WORK TASK:
A verbatim copy of the line containing "Digitize the connectivity of all" and all lines after it, up to and including the final line of the records, is the only acceptable output.

========================================

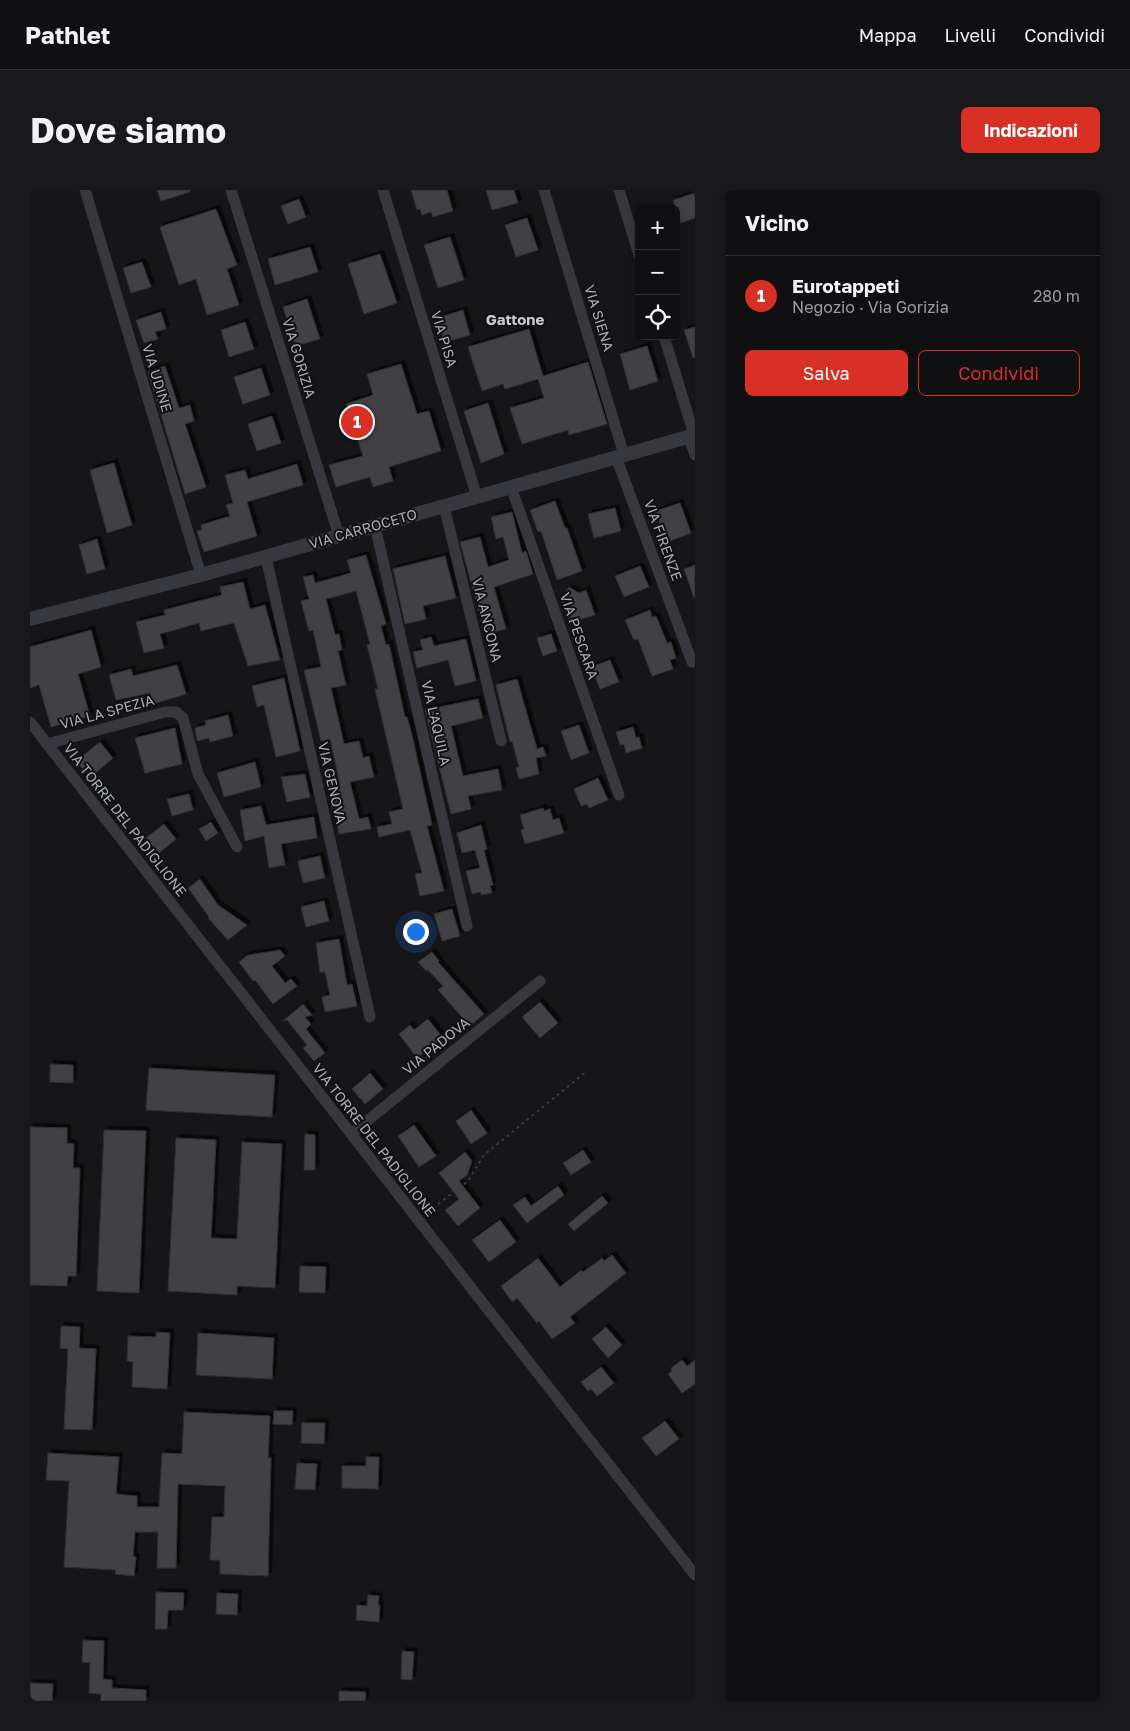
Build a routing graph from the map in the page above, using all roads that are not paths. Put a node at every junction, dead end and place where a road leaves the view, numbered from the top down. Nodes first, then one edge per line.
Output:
1 (85, 190) edge
2 (231, 190) edge
3 (383, 190) edge
4 (544, 190) edge
5 (618, 190) edge
6 (637, 250) edge
7 (665, 340) edge
8 (693, 436) edge
9 (695, 455) edge
10 (620, 456) junction
11 (511, 487) junction
12 (477, 497) junction
13 (444, 506) junction
14 (375, 526) junction
15 (339, 536) junction
16 (266, 557) junction
17 (201, 575) junction
18 (30, 619) edge
19 (692, 662) dead end
20 (30, 722) edge
21 (501, 741) dead end
22 (47, 744) junction
23 (619, 795) dead end
24 (237, 847) dead end
25 (467, 926) dead end
26 (540, 981) dead end
27 (370, 1017) dead end
28 (351, 1134) junction
29 (695, 1575) edge

1 - 17 street, VIA UDINE
2 - 15 street, VIA GORIZIA
3 - 12 street, VIA PISA
4 - 10 street, VIA SIENA
5 - 6 street
7 - 8 street
8 - 9 street
8 - 10 street, VIA CARROCETO
10 - 11 street, VIA CARROCETO
10 - 19 street, VIA FIRENZE
11 - 12 street, VIA CARROCETO
11 - 23 street, VIA PESCARA
12 - 13 street, VIA CARROCETO
13 - 14 street, VIA CARROCETO
13 - 21 street, VIA ANCONA
14 - 15 street, VIA CARROCETO
14 - 25 street, VIA L'AQUILA
15 - 16 street, VIA CARROCETO
16 - 17 street, VIA CARROCETO
16 - 27 street, VIA GENOVA
17 - 18 street, VIA CARROCETO
20 - 22 street, VIA TORRE DEL PADIGLIONE
22 - 24 street, VIA LA SPEZIA
22 - 28 street, VIA TORRE DEL PADIGLIONE
26 - 28 street, VIA PADOVA
28 - 29 street, VIA TORRE DEL PADIGLIONE

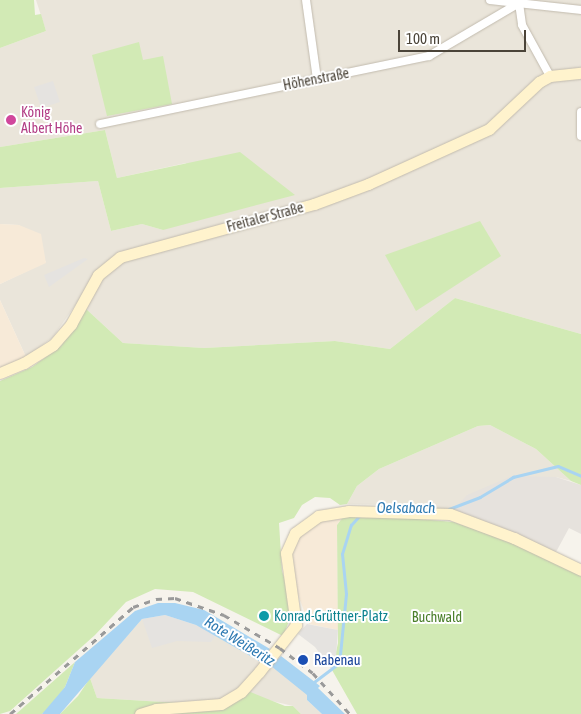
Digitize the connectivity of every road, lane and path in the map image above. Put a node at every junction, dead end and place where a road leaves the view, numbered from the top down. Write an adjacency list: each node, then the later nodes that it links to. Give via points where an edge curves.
1 (306, 0): 8 (street)
2 (490, 0): 3 (street)
3 (519, 3): 4 (street); 7 (street, via 522,25); 8 (street, Höhenstraße, via 440,52)
4 (570, 4): 5 (street)
5 (581, 10)
6 (581, 73): 7 (main road)
7 (550, 76): 12 (main road, Freitaler Straße, via 479,134 368,184 314,204 120,256 98,275 71,324 53,345)
8 (317, 79): 10 (street, Höhenstraße)
9 (581, 112): 11 (street)
10 (100, 124)
11 (581, 136)
12 (0, 373)
13 (581, 570): 14 (main road, via 514,538 450,514 364,511 318,516 304,525 289,542 288,575 296,606 296,625 241,692 222,704 156,709)
14 (140, 714)

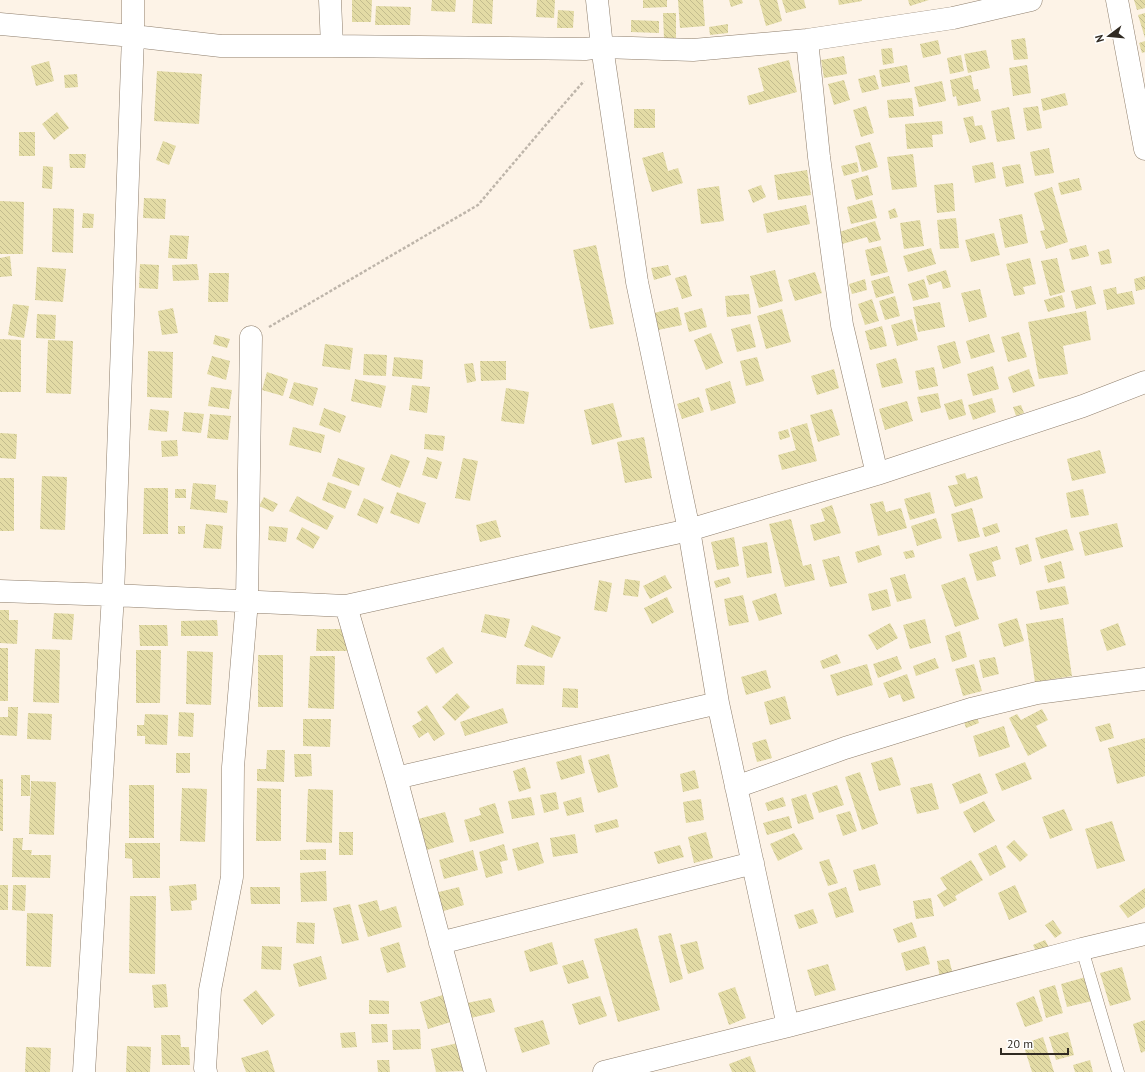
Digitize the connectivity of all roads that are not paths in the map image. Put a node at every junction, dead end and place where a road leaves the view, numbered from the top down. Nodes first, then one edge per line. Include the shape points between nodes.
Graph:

========================================

ANSWER SPACE:
Digitize the connectivity of all roads that are not paths in the map image. Put a node at every junction, dead end and place where a road leaves the view, numbered from the top down. Nodes first, then one edge per line. Include the shape points between nodes.
Graph:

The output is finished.